Savide, Eugene Coleman, M.D. The Philosophy of Radio-Activity. Cloth. 51 pp. William R. Jenkins, Sixth avenue and 48th street, New York. $1.50 net.

Radio-activity is forcing a change in the viewpoints of all the sciences. It is so new in idea and in working, that the man-on-the-street has little idea of the revolution that it has worked in the scientific mind. The “stream which revivifies the universe,” this unknown “energy,” this changeless something which we know in so many of its manifestations, but not at all in itself, no longer flows unnoticed by our doors. Its facts are beginning to be apprehended by science.

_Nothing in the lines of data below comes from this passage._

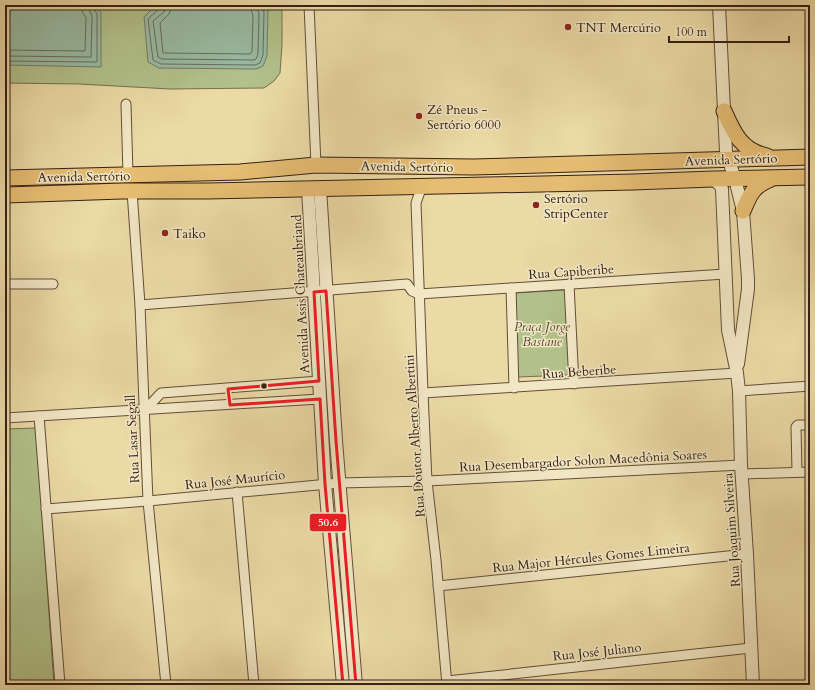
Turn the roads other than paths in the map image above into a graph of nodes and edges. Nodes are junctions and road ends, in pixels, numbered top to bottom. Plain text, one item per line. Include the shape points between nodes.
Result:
1 (309, 5) edge
2 (719, 5) edge
3 (126, 104) dead end
4 (724, 111) junction
5 (810, 157) edge
6 (774, 158) junction
7 (728, 160) junction
8 (316, 166) junction
9 (369, 167) junction
10 (128, 175) junction
11 (810, 177) edge
12 (5, 178) edge
13 (713, 178) junction
14 (735, 178) junction
15 (773, 178) junction
16 (422, 186) junction
17 (314, 188) junction
18 (132, 191) junction
19 (5, 195) edge
20 (743, 211) junction
21 (725, 274) junction
22 (5, 284) edge
23 (53, 284) dead end
24 (568, 284) junction
25 (510, 288) junction
26 (320, 291) junction
27 (419, 294) junction
28 (140, 305) junction
29 (737, 373) junction
30 (319, 381) junction
31 (574, 384) junction
32 (810, 386) edge
33 (514, 388) junction
34 (228, 389) junction
35 (739, 391) junction
36 (422, 393) junction
37 (320, 399) junction
38 (230, 405) junction
39 (144, 411) junction
40 (39, 416) junction
41 (5, 418) edge
42 (810, 425) edge
43 (336, 441) junction
44 (323, 442) junction
45 (741, 469) junction
46 (797, 472) junction
47 (810, 472) edge
48 (427, 480) junction
49 (339, 482) junction
50 (325, 484) junction
51 (237, 492) junction
52 (148, 501) junction
53 (46, 509) junction
54 (747, 554) junction
55 (438, 586) junction
56 (350, 599) junction
57 (336, 601) junction
58 (751, 648) junction
59 (447, 683) edge
60 (60, 685) edge
61 (166, 685) edge
62 (254, 685) edge
63 (343, 685) edge
64 (356, 685) edge
65 (753, 685) edge

1 - 8 street
2 - 4 street, Rua Joaquim Silveira
3 - 10 street
4 - 6 main road via 737,137 747,148 757,154
4 - 7 street, Rua Joaquim Silveira
5 - 6 main road, Avenida Sertório
6 - 7 main road, Avenida Sertório
7 - 9 main road, Avenida Sertório via 473,167
7 - 14 street, Rua Joaquim Silveira
8 - 9 main road, Avenida Sertório
8 - 10 main road, Avenida Sertório via 240,172
9 - 17 main road via 320,173 312,179
10 - 12 main road, Avenida Sertório
11 - 15 main road, Avenida Sertório
13 - 14 main road, Avenida Sertório
13 - 16 main road, Avenida Sertório
13 - 21 street, Rua Joaquim Silveira via 722,189
14 - 15 main road, Avenida Sertório
14 - 20 street, Rua Joaquim Silveira
15 - 20 main road via 761,183 754,190
16 - 17 main road, Avenida Sertório
16 - 27 street, Rua Doutor Alberto Albertini via 416,203
17 - 18 main road, Avenida Sertório
17 - 26 street, Avenida Assis Chateaubriand
18 - 19 main road, Avenida Sertório
18 - 28 street, Rua Lasar Segall
20 - 29 street, Rua Joaquim Silveira via 748,289
21 - 24 street, Rua Capiberibe
21 - 29 street, Rua Joaquim Silveira via 728,330
22 - 23 street
24 - 25 street, Rua Capiberibe
24 - 31 street
25 - 27 street, Rua Capiberibe
25 - 33 street
26 - 27 street via 407,284 412,291
26 - 28 street
26 - 30 street, Avenida Assis Chateaubriand
26 - 43 street, Avenida Assis Chateaubriand
27 - 36 street, Rua Doutor Alberto Albertini
28 - 39 street, Rua Lasar Segall
29 - 31 street, Rua Beberibe
29 - 35 street, Rua Joaquim Silveira
30 - 34 street
30 - 37 street, Avenida Assis Chateaubriand
31 - 33 street, Rua Beberibe
32 - 35 street
33 - 36 street, Rua Beberibe
34 - 38 street
34 - 39 street via 161,393
35 - 45 street, Rua Joaquim Silveira
36 - 48 street, Rua Doutor Alberto Albertini
37 - 38 street
37 - 44 street, Avenida Assis Chateaubriand
38 - 39 street
39 - 40 street
39 - 52 street, Rua Lasar Segall
40 - 41 street
40 - 53 street
42 - 46 street via 797,426 795,429
43 - 44 street
43 - 49 street, Avenida Assis Chateaubriand
44 - 50 street, Avenida Assis Chateaubriand
45 - 46 street, Rua Desembargador Solon Macedônia Soares
45 - 48 street, Rua Desembargador Solon Macedônia Soares
45 - 54 street, Rua Joaquim Silveira
46 - 47 street, Rua Desembargador Solon Macedônia Soares
48 - 49 street, Rua José Maurício
48 - 55 street, Rua Doutor Alberto Albertini
49 - 50 street, Rua José Maurício
49 - 56 street, Avenida Assis Chateaubriand
50 - 51 street, Rua José Maurício
50 - 57 street, Avenida Assis Chateaubriand
51 - 52 street, Rua José Maurício
51 - 62 street
52 - 53 street, Rua José Maurício
52 - 61 street, Rua Lasar Segall
53 - 60 street
54 - 55 street, Rua Major Hércules Gomes Limeira
54 - 58 street, Rua Joaquim Silveira
55 - 59 street, Rua Doutor Alberto Albertini
56 - 57 street
56 - 64 street, Avenida Assis Chateaubriand
57 - 63 street, Avenida Assis Chateaubriand
58 - 59 street, Rua José Juliano
58 - 65 street, Rua Joaquim Silveira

“Radio-activity,” says Dr. Savidge, “is the ebb of that stream of energy from its high point back to its source.” True transmutation of matter is now measured and timed in laboratory work. The presentation of the subject in this interesting and thought compelling treatise shows how the densest element of matter is but the lightest element in more compact and involuted form. And the lightest atom is but an orbit of electrons. What is packed into the electron is repacked into atom and again repacked into the denser atoms.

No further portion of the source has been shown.